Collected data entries
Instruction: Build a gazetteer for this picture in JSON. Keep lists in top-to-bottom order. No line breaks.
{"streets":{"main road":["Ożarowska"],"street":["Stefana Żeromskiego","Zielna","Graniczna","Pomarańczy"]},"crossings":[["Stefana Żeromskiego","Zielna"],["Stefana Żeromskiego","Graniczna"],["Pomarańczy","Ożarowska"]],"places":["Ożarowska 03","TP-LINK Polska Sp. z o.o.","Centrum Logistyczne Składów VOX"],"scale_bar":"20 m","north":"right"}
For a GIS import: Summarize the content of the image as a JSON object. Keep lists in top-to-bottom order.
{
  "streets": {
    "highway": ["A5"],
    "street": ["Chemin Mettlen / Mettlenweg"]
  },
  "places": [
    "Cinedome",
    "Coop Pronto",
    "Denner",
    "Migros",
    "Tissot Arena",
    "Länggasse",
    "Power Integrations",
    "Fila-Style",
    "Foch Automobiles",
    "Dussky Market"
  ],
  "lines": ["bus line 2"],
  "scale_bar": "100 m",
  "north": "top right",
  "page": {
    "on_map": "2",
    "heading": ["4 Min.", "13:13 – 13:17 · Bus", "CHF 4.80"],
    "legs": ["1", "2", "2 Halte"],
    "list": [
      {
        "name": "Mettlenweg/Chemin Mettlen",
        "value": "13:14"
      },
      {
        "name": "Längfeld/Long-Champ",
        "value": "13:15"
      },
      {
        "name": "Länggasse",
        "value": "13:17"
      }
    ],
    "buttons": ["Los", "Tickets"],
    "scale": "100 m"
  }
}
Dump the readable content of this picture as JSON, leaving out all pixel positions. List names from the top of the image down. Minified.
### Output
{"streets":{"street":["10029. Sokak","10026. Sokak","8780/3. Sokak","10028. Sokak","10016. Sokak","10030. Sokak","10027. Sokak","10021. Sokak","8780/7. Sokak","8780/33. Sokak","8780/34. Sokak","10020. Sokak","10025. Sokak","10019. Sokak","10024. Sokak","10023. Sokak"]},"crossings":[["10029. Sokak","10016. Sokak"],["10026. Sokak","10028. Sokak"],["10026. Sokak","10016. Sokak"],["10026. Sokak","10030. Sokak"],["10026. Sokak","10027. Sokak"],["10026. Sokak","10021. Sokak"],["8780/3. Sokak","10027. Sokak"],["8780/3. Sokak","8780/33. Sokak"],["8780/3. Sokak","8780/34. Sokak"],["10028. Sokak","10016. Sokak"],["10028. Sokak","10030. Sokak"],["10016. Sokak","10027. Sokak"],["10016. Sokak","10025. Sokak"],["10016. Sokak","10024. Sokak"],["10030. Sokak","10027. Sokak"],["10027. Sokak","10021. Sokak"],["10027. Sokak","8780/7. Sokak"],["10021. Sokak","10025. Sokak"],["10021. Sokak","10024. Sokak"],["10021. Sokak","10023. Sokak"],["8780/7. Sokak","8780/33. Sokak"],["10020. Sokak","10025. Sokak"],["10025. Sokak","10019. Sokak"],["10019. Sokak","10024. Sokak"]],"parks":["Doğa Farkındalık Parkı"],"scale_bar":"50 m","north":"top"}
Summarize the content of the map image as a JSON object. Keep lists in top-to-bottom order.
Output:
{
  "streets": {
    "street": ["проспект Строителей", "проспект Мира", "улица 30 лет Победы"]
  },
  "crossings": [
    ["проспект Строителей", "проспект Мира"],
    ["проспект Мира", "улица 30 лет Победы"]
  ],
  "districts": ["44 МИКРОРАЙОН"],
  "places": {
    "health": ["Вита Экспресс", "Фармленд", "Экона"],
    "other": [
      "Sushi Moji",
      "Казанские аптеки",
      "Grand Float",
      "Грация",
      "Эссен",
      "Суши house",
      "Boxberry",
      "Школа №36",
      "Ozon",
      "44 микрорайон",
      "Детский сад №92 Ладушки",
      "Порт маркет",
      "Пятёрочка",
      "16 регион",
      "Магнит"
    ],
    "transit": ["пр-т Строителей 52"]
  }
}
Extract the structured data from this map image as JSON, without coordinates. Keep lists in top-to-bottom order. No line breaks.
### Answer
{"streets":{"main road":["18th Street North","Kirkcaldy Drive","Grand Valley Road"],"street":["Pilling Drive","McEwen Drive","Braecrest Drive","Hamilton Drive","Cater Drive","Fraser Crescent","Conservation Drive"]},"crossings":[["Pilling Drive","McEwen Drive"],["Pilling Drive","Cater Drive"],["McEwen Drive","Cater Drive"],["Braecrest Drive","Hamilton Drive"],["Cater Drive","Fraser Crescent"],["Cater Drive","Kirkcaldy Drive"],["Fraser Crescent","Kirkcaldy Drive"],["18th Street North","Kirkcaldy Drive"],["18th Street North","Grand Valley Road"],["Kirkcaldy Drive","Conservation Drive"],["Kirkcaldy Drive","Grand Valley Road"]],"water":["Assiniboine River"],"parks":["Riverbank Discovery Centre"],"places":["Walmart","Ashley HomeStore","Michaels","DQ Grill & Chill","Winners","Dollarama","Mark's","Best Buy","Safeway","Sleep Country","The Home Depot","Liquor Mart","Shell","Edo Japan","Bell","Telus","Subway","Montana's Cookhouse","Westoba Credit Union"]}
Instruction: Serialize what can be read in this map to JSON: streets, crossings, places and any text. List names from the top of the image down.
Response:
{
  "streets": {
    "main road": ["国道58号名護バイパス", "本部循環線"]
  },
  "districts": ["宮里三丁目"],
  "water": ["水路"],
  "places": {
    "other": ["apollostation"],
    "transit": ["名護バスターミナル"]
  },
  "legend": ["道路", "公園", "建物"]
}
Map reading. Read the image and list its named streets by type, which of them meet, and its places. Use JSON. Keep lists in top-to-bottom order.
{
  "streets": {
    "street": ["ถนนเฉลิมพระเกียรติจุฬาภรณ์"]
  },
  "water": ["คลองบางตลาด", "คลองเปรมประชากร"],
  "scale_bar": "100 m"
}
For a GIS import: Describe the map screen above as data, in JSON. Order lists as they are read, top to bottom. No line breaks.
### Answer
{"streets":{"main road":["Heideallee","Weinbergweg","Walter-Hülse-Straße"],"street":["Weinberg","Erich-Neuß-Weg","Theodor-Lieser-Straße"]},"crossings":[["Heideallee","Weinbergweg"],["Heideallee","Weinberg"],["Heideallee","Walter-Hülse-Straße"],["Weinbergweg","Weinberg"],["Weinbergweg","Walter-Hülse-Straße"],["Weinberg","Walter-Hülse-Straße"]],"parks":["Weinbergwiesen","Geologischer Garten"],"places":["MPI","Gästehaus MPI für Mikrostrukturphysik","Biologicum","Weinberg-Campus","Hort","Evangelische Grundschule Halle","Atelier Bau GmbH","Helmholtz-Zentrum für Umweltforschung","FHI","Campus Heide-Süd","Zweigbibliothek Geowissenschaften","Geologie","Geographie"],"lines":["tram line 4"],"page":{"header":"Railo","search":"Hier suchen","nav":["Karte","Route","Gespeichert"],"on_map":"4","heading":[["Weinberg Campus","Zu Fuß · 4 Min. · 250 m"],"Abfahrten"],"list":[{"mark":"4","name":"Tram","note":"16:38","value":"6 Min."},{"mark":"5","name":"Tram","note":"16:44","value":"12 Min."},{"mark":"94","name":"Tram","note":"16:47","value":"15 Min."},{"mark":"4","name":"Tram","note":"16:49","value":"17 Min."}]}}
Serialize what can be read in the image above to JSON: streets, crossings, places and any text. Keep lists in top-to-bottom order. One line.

• _Aim of the task_
Whenever a line of the data above includes the word "from", copy that line.

• _Response area_
Dump the readable content of this picture as JSON, leaving out all pixel positions. List names from the top of the image down. Minified.
Extract the structured data from this map image as JSON, without coordinates. Keep lists in top-to-bottom order. No line breaks.
Instruction: Serialize what can be read in this map to JSON: streets, crossings, places and any text. List names from the top of the image down.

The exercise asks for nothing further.